====== Supplied records

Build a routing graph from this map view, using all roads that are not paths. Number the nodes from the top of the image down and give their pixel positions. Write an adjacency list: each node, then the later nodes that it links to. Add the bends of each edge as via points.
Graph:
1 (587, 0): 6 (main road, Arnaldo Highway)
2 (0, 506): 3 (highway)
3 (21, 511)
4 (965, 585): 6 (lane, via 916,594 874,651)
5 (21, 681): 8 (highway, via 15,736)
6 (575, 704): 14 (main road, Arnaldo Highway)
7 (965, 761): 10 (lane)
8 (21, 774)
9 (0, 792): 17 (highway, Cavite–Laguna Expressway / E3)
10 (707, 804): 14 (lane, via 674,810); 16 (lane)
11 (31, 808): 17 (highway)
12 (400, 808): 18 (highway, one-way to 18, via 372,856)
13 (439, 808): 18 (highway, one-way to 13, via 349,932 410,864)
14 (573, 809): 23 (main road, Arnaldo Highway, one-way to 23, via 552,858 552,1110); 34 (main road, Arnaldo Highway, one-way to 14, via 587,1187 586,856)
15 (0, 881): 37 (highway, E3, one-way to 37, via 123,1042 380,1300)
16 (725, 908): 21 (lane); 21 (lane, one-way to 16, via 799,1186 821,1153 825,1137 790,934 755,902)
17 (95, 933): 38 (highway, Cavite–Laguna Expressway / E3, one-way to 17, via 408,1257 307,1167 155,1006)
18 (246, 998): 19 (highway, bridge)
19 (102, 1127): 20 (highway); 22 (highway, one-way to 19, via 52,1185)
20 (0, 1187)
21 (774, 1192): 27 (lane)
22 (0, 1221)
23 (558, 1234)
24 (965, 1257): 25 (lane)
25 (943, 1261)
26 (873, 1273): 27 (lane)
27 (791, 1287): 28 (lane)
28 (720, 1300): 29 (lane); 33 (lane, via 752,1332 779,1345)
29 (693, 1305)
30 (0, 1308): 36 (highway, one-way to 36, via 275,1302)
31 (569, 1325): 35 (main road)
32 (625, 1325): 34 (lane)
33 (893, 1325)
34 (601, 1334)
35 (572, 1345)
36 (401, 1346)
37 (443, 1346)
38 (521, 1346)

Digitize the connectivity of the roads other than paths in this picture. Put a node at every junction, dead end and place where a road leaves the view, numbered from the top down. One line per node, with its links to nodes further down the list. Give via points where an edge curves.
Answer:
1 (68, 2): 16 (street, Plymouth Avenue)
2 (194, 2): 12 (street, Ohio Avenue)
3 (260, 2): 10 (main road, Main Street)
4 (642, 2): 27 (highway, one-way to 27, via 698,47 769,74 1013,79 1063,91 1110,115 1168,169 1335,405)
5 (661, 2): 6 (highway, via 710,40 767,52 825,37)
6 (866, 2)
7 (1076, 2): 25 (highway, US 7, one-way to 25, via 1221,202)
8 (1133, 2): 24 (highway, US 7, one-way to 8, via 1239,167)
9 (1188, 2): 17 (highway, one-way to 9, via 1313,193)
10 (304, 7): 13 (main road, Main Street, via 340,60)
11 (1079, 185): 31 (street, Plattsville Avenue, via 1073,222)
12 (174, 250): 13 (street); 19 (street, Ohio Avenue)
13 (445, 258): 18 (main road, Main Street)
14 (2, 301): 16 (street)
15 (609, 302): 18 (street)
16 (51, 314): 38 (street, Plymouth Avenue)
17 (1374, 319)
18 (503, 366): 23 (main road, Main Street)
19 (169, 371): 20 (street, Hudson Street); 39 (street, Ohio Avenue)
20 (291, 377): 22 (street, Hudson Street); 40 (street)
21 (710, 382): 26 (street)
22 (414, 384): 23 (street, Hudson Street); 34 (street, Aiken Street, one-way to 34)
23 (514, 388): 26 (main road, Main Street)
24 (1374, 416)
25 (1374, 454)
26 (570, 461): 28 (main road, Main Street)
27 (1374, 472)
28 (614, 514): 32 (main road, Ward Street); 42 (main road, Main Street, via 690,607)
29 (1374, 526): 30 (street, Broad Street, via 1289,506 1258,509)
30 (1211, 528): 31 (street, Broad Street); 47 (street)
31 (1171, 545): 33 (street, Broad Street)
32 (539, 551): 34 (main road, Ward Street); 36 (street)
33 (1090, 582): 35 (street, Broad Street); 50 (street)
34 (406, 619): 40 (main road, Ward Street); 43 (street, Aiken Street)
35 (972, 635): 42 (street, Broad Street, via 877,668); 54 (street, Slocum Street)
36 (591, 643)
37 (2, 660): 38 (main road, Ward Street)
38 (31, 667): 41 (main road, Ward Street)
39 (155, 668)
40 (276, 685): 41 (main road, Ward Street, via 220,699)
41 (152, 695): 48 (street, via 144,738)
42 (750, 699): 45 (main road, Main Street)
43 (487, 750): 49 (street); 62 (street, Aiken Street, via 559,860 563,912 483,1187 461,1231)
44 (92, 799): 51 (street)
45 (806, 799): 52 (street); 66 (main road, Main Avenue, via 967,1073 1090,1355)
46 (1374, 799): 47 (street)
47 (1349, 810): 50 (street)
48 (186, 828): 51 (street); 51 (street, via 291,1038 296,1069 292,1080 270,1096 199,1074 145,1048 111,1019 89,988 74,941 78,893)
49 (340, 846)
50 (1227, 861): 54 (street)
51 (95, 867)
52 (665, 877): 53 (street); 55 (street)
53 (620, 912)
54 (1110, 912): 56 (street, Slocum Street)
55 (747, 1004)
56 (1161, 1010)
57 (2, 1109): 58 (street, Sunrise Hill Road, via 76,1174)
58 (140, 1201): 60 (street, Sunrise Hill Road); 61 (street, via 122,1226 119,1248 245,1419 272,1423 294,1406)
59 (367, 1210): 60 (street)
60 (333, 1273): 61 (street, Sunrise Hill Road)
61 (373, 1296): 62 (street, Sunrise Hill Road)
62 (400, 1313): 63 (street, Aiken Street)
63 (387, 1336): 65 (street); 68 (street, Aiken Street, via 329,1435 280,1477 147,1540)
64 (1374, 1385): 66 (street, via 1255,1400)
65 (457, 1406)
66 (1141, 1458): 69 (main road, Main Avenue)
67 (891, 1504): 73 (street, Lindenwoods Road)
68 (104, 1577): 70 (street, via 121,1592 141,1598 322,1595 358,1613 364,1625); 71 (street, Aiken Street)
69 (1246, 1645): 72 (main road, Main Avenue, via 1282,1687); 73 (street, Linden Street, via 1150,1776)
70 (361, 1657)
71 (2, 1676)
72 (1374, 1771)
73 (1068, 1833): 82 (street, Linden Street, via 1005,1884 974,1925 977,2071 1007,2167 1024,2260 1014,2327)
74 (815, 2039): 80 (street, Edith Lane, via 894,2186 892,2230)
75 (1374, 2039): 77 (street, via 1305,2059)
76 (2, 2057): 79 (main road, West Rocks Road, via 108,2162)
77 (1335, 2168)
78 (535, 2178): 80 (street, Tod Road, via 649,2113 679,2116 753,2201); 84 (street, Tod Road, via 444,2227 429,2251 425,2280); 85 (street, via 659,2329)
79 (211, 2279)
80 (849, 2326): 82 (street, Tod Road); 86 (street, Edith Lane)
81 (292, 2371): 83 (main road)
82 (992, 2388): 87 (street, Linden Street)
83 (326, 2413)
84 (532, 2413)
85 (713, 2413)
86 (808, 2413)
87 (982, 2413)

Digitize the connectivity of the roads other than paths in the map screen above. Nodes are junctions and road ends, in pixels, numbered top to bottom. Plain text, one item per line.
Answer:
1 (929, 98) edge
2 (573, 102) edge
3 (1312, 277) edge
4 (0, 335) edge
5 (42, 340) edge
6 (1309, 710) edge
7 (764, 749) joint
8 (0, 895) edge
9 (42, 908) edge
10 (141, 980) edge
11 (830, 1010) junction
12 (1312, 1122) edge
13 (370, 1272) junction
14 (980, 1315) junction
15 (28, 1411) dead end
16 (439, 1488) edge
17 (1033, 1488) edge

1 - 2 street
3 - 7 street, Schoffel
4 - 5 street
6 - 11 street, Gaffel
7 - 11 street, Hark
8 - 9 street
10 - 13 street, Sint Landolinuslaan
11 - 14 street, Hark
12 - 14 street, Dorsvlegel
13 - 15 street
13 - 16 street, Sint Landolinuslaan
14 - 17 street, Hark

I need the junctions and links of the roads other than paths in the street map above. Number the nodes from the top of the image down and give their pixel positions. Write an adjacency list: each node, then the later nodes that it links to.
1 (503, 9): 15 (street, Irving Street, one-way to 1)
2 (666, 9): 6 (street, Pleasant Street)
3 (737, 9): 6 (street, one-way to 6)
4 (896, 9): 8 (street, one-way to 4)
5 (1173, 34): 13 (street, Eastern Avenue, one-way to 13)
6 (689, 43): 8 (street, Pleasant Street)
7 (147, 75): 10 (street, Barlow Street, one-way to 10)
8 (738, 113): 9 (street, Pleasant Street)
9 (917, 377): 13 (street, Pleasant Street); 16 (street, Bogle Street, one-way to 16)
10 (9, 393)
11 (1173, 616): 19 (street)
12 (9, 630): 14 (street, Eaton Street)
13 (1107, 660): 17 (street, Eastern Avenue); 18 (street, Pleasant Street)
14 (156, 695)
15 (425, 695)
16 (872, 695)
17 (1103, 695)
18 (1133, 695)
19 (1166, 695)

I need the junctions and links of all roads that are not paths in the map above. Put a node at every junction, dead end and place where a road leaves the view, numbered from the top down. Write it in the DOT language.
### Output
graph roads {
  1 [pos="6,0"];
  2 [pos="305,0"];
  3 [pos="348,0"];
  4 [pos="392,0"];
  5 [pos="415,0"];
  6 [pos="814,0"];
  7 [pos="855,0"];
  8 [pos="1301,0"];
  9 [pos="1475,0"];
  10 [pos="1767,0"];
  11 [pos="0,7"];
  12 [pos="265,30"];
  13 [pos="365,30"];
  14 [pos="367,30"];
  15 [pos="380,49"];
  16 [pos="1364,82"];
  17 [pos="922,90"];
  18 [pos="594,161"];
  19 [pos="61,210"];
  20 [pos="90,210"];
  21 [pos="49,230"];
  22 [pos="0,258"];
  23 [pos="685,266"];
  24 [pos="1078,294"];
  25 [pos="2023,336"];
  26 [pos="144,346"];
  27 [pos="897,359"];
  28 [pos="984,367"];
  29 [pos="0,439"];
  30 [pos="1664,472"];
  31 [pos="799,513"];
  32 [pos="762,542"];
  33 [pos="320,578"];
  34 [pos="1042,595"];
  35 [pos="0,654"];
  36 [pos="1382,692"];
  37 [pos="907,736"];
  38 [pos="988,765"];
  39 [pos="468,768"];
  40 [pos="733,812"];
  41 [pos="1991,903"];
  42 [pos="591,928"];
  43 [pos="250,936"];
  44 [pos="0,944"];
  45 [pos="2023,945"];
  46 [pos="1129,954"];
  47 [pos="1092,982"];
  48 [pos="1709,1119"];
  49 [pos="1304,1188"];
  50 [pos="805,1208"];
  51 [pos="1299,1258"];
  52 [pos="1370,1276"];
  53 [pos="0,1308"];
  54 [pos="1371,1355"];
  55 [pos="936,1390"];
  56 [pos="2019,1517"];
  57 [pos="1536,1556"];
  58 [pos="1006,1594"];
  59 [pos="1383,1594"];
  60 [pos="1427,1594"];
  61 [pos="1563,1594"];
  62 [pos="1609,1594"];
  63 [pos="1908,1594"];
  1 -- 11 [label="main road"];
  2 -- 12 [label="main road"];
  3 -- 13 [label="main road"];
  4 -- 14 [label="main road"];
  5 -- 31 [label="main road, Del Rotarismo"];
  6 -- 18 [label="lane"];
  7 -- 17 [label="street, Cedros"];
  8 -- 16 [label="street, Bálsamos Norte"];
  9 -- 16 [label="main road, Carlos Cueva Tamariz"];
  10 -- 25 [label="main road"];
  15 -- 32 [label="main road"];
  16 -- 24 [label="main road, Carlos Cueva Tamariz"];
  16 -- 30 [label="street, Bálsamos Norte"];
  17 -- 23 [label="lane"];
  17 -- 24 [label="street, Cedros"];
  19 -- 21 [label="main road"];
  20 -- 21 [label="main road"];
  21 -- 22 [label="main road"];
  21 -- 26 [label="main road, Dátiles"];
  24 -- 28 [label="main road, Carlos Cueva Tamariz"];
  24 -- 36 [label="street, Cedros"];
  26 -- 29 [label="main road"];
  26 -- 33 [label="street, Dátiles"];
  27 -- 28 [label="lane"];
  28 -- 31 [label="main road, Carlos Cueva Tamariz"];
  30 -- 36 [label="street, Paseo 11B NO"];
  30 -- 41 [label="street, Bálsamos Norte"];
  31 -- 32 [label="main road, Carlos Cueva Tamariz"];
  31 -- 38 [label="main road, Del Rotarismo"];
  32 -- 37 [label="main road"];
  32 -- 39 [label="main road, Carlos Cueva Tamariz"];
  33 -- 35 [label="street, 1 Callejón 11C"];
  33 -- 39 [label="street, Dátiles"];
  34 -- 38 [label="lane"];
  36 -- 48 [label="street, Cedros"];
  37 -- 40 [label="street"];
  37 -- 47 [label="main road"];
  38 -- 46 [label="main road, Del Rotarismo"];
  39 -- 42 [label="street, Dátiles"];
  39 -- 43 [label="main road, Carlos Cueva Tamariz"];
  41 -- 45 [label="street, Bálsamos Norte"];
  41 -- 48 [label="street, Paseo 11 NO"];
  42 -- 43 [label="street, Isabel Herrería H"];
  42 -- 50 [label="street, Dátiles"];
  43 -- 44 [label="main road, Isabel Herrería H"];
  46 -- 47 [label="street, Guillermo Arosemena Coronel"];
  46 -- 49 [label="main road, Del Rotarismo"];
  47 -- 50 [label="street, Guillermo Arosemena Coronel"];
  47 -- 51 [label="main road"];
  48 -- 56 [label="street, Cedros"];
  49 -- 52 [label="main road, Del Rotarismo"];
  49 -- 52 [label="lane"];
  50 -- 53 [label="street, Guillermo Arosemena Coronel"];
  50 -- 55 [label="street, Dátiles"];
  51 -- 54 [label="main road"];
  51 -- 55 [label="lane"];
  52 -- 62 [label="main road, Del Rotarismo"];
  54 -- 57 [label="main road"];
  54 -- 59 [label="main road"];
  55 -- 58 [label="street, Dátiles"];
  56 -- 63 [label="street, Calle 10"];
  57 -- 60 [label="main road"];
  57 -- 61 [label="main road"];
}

============

▶ **Work task**
In the records above, find each line that mentions the string "Sunrise", then copy it.

▶ **Completed exercise**
57 (2, 1109): 58 (street, Sunrise Hill Road, via 76,1174)
58 (140, 1201): 60 (street, Sunrise Hill Road); 61 (street, via 122,1226 119,1248 245,1419 272,1423 294,1406)
60 (333, 1273): 61 (street, Sunrise Hill Road)
61 (373, 1296): 62 (street, Sunrise Hill Road)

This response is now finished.